I have played a little more with your code since then, I'll try to get back to you on this once I finish what I have started.
I have done some work in this direction. I still think one thing could be improved, ie the fact that we loop over all task one by one. Wondering if a "metascorer" function could be useful, eg iterate over all scorer of each task in a zip()
and compute using it.
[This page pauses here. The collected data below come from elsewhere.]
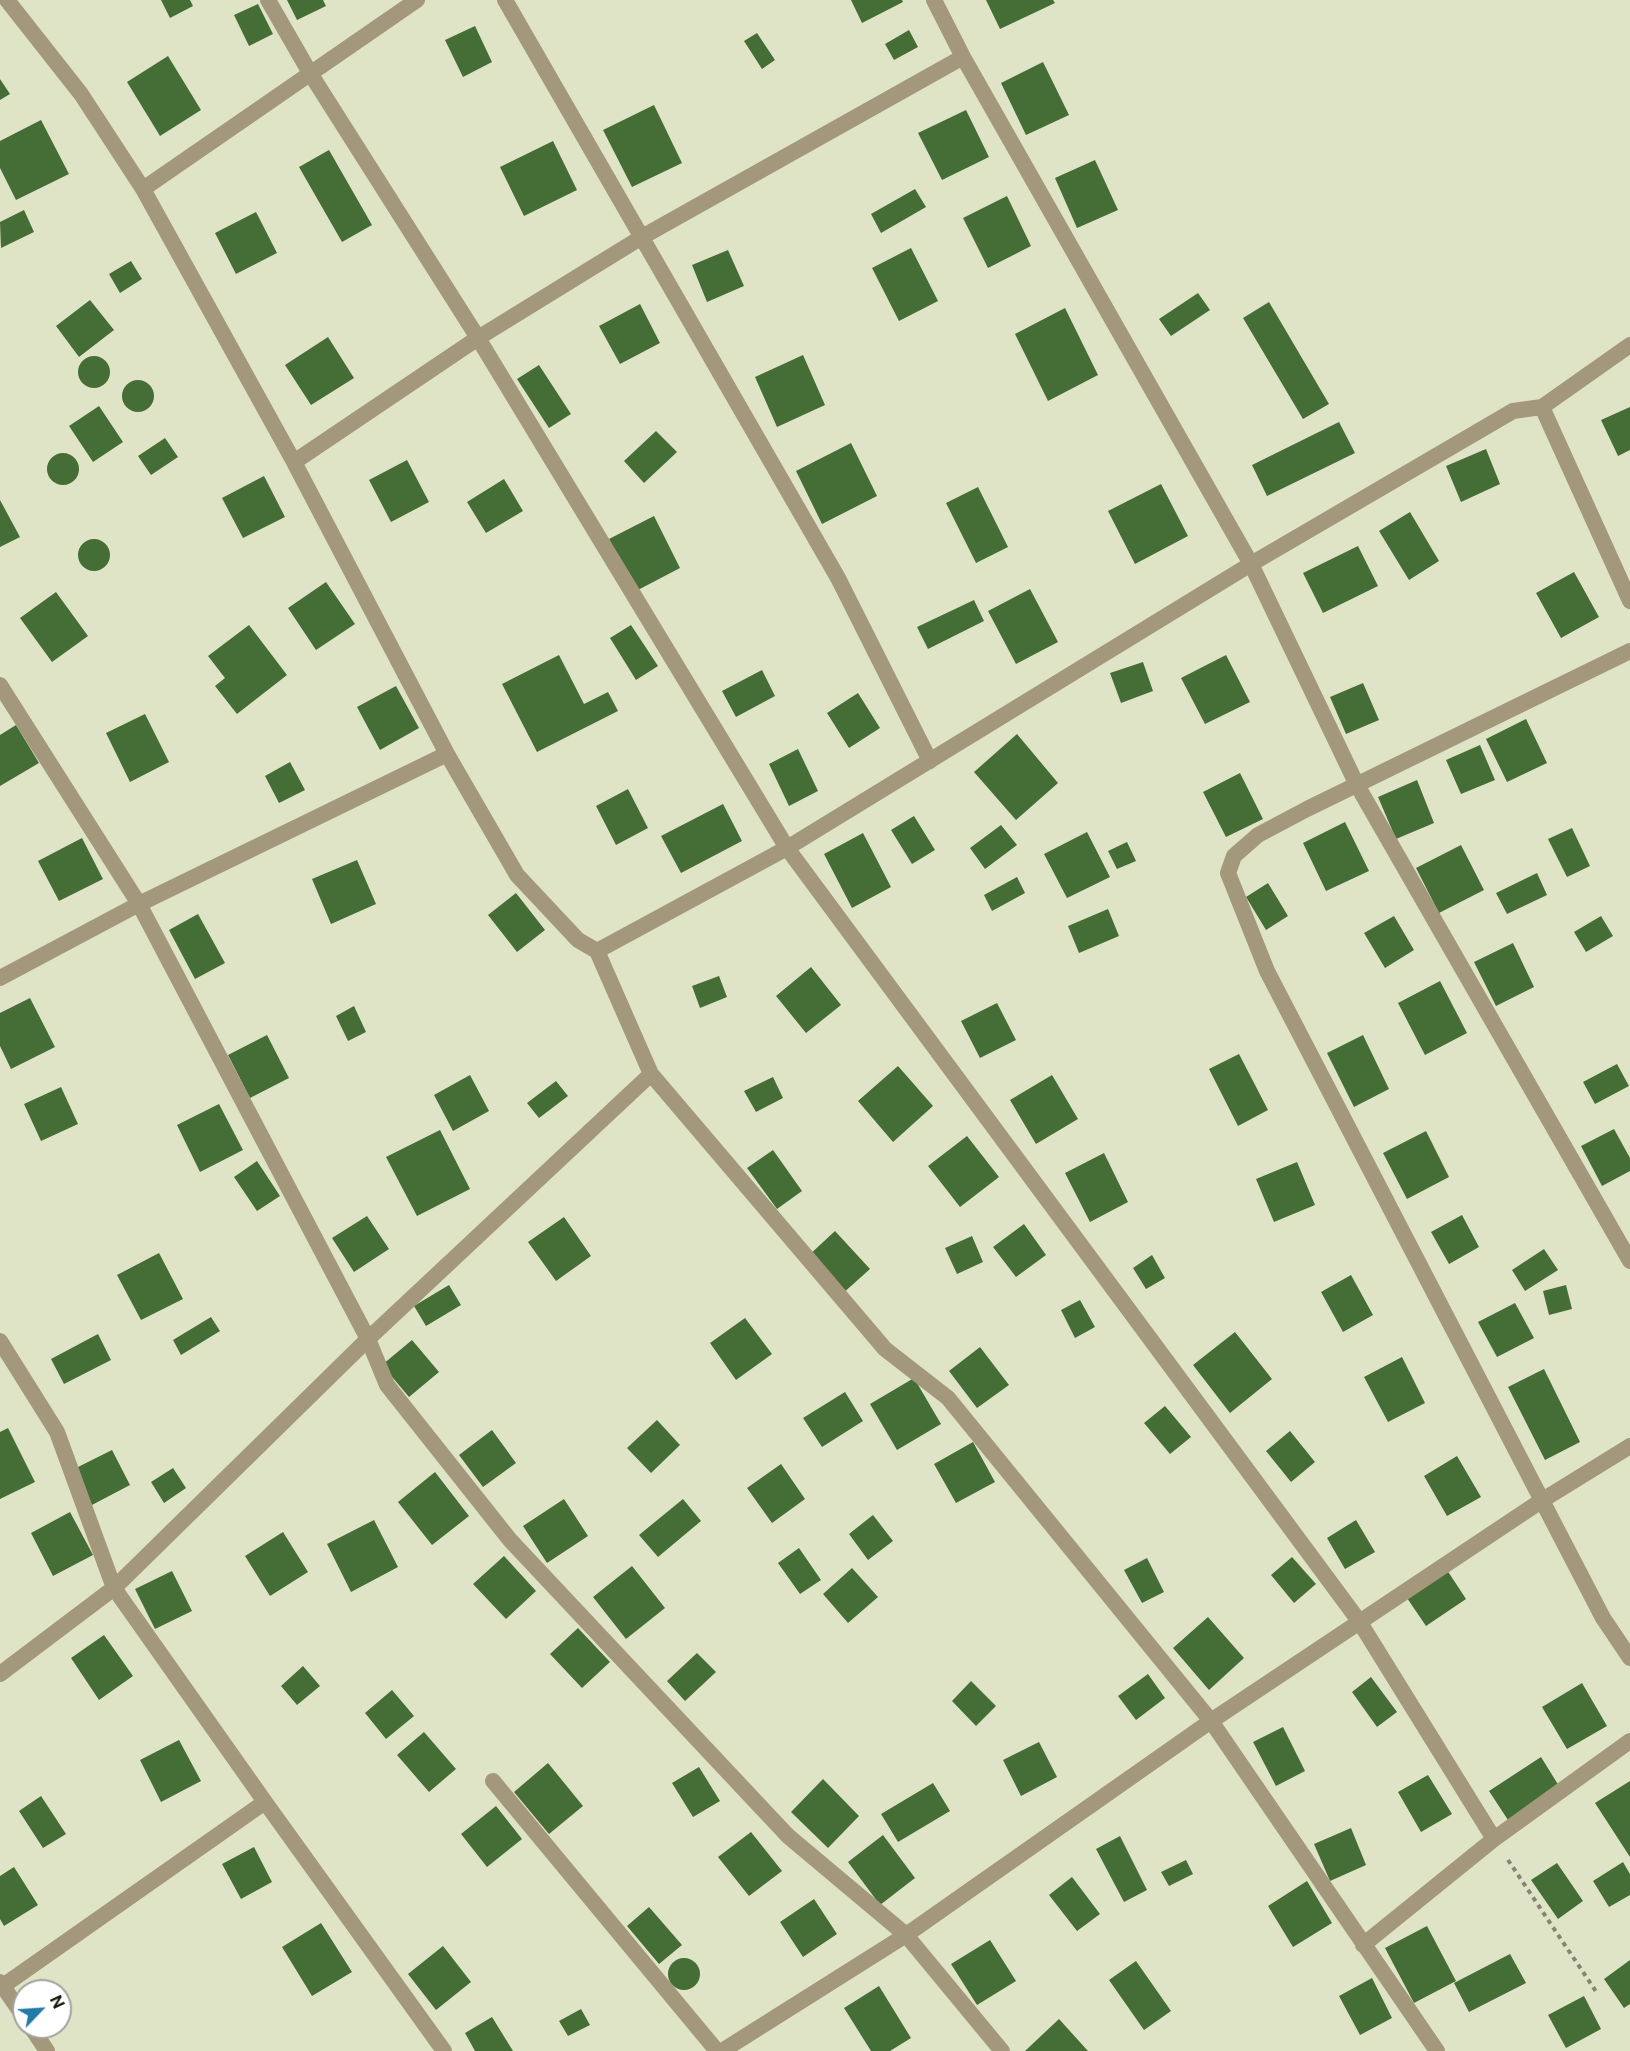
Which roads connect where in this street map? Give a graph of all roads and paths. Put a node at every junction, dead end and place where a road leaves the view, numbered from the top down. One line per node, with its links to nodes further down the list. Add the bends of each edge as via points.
1 (7, 0): 8 (street, via 81,94)
2 (268, 0): 7 (street)
3 (417, 0): 7 (street)
4 (505, 0): 9 (street)
5 (934, 0): 6 (street)
6 (963, 57): 9 (street); 14 (street)
7 (310, 73): 8 (street); 10 (street)
8 (143, 189): 13 (street)
9 (642, 237): 10 (street); 19 (street, via 838,578)
10 (478, 338): 13 (street); 21 (street)
11 (1630, 345): 12 (street)
12 (1542, 407): 14 (street, via 1513,411); 15 (street)
13 (294, 462): 18 (street)
14 (1251, 564): 19 (street); 20 (street)
15 (1630, 602)
16 (1630, 651): 20 (street)
17 (0, 685): 22 (street)
18 (447, 754): 22 (street); 23 (street, via 517,875 578,940)
19 (930, 761): 21 (street)
20 (1357, 785): 26 (street); 30 (street, via 1258,835 1234,856 1228,873 1267,971)
21 (787, 848): 23 (street); 32 (street)
22 (139, 904): 24 (street); 27 (street)
23 (597, 951): 25 (street)
24 (0, 978)
25 (651, 1074): 27 (street); 35 (street, via 885,1349 948,1398)
26 (1630, 1261)
27 (368, 1339): 31 (street); 40 (street, via 387,1385 510,1540 788,1836)
28 (0, 1341): 31 (street, via 57,1432)
29 (1630, 1446): 30 (street)
30 (1541, 1501): 32 (street); 33 (street, via 1603,1618)
31 (114, 1588): 34 (street); 38 (street)
32 (1359, 1621): 35 (street); 39 (street)
33 (1630, 1658)
34 (0, 1674)
35 (1211, 1721): 40 (street); 41 (street)
36 (1630, 1741): 39 (street)
37 (493, 1781): 46 (street)
38 (265, 1802): 42 (street); 45 (street)
39 (1494, 1839): 41 (street); 43 (path)
40 (906, 1935): 46 (street); 47 (street)
41 (1363, 1945): 48 (street)
42 (2, 1984): 44 (street)
43 (1597, 1993)
44 (12, 1999)
45 (444, 2051)
46 (720, 2051)
47 (1002, 2051)
48 (1437, 2051)

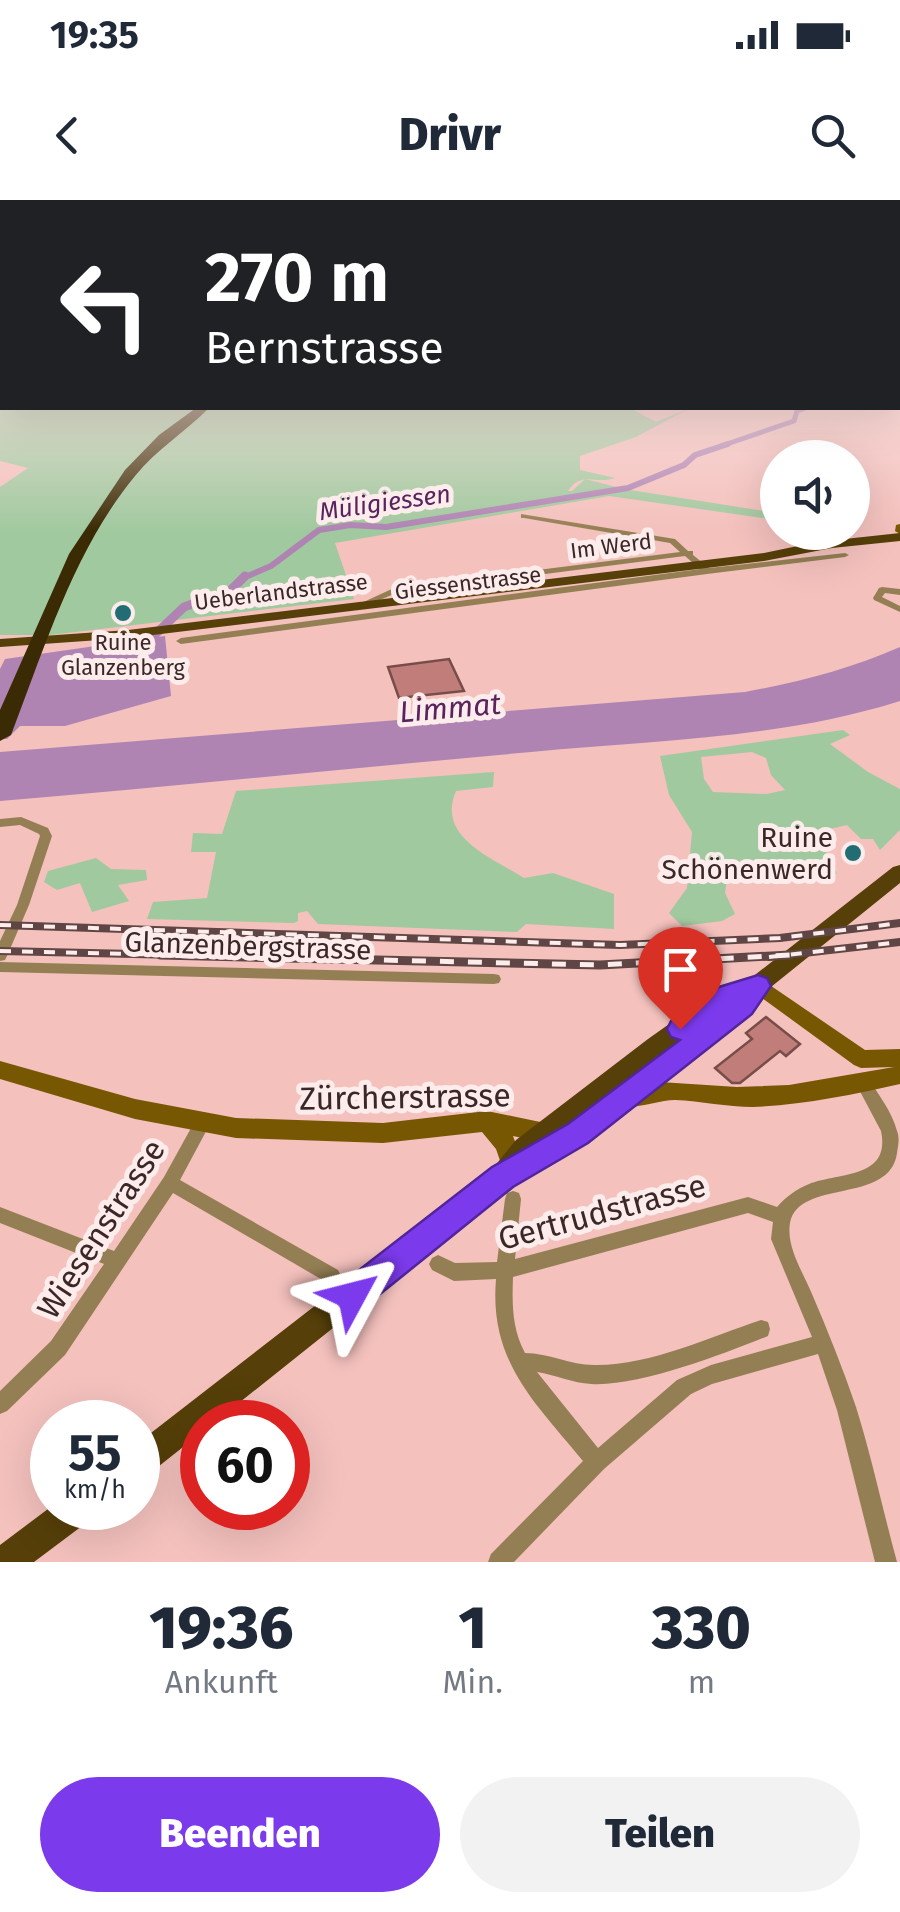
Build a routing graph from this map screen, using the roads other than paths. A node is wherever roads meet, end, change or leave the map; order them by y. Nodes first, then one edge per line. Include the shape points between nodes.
1 (196, 410) edge
2 (524, 516) dead end
3 (900, 531) edge
4 (845, 556) dead end
5 (699, 562) junction
6 (900, 592) edge
7 (53, 594) junction
8 (361, 605) junction
9 (900, 609) edge
10 (202, 625) junction
11 (234, 633) junction
12 (175, 635) junction
13 (0, 643) edge
14 (0, 698) edge
15 (0, 735) edge
16 (0, 822) edge
17 (900, 872) edge
18 (0, 956) edge
19 (0, 967) edge
20 (494, 979) dead end
21 (766, 980) junction
22 (839, 1046) junction
23 (658, 1057) junction
24 (900, 1058) edge
25 (0, 1070) edge
26 (862, 1070) junction
27 (900, 1075) edge
28 (836, 1085) junction
29 (688, 1090) junction
30 (612, 1106) junction
31 (487, 1121) junction
32 (202, 1124) junction
33 (544, 1133) junction
34 (578, 1134) junction
35 (509, 1180) junction
36 (170, 1184) junction
37 (0, 1215) edge
38 (781, 1217) junction
39 (118, 1261) junction
40 (438, 1264) dead end
41 (508, 1270) junction
42 (332, 1276) dead end
43 (761, 1329) dead end
44 (824, 1343) junction
45 (522, 1362) junction
46 (0, 1404) edge
47 (160, 1446) edge
48 (596, 1462) junction
49 (49, 1530) edge
50 (6, 1562) edge
51 (498, 1562) edge
52 (886, 1562) edge

1 - 7 highway via 115,492
2 - 5 street via 661,537
3 - 5 main road, Ueberlandstrasse
4 - 5 street, Giessenstrasse
5 - 8 main road, Ueberlandstrasse
5 - 8 street, Im Werd via 394,591
5 - 11 street, Giessenstrasse
6 - 9 street via 882,590 878,598
7 - 14 highway
7 - 15 highway
8 - 10 main road, Ueberlandstrasse
10 - 11 street, Giessenstrasse
10 - 12 main road, Ueberlandstrasse
11 - 12 street, Giessenstrasse
12 - 13 main road, Ueberlandstrasse
16 - 18 street via 44,830 46,842
17 - 21 main road
19 - 20 street, Glanzenbergstrasse
21 - 22 main road
21 - 23 main road via 742,1007
22 - 26 main road
22 - 28 main road via 844,1061
23 - 29 main road
23 - 30 main road
23 - 33 main road
24 - 26 main road
25 - 32 main road, Zürcherstrasse
26 - 27 main road
26 - 28 main road
26 - 38 street via 891,1138 890,1159 864,1178 797,1196
28 - 29 main road via 747,1098
29 - 30 main road via 641,1094
30 - 34 main road
31 - 32 main road, Zürcherstrasse via 383,1133
31 - 33 main road, Zürcherstrasse
31 - 35 main road via 505,1144
32 - 36 street, Wiesenstrasse
33 - 34 main road, Zürcherstrasse
33 - 35 main road
34 - 35 main road
35 - 41 street
35 - 47 main road
36 - 39 street, Wiesenstrasse
36 - 42 street
37 - 39 street
38 - 41 street, Gertrudstrasse via 748,1206
38 - 44 street via 780,1239
39 - 46 street, Wiesenstrasse via 58,1348
40 - 41 street, Gertrudstrasse via 454,1272
41 - 45 street via 508,1337
43 - 45 street via 599,1375 571,1373 542,1360
44 - 48 street via 684,1387
44 - 52 street via 866,1472
45 - 48 street
48 - 51 street
49 - 50 main road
Memory could be an issue but I highly doubt it since trues and preds are already stored.
if you agree with last comment, I'll do it and replace instances of
for task in model.evaluate(set1, set2).values():
task.print_summary()
with
metascore_print_summary(evaluation_dict)
or something like it
If I am correct, the complexity after the pr #32 is
n{tasks} * n{words}
and then n{tasks} * n{type of scores specific to each task}
.
I am wondering if a zip could remove n{tasks}
where exactly would you put this zip?
On Thu, Aug 29, 2019 at 11:44 AM Thibault Clérice notifications@github.com wrote:
If I am correct, the complexity after the pr #32 https://github.com/emanjavacas/pie/pull/32 is
n{tasks} n{words} n{type type of scores}.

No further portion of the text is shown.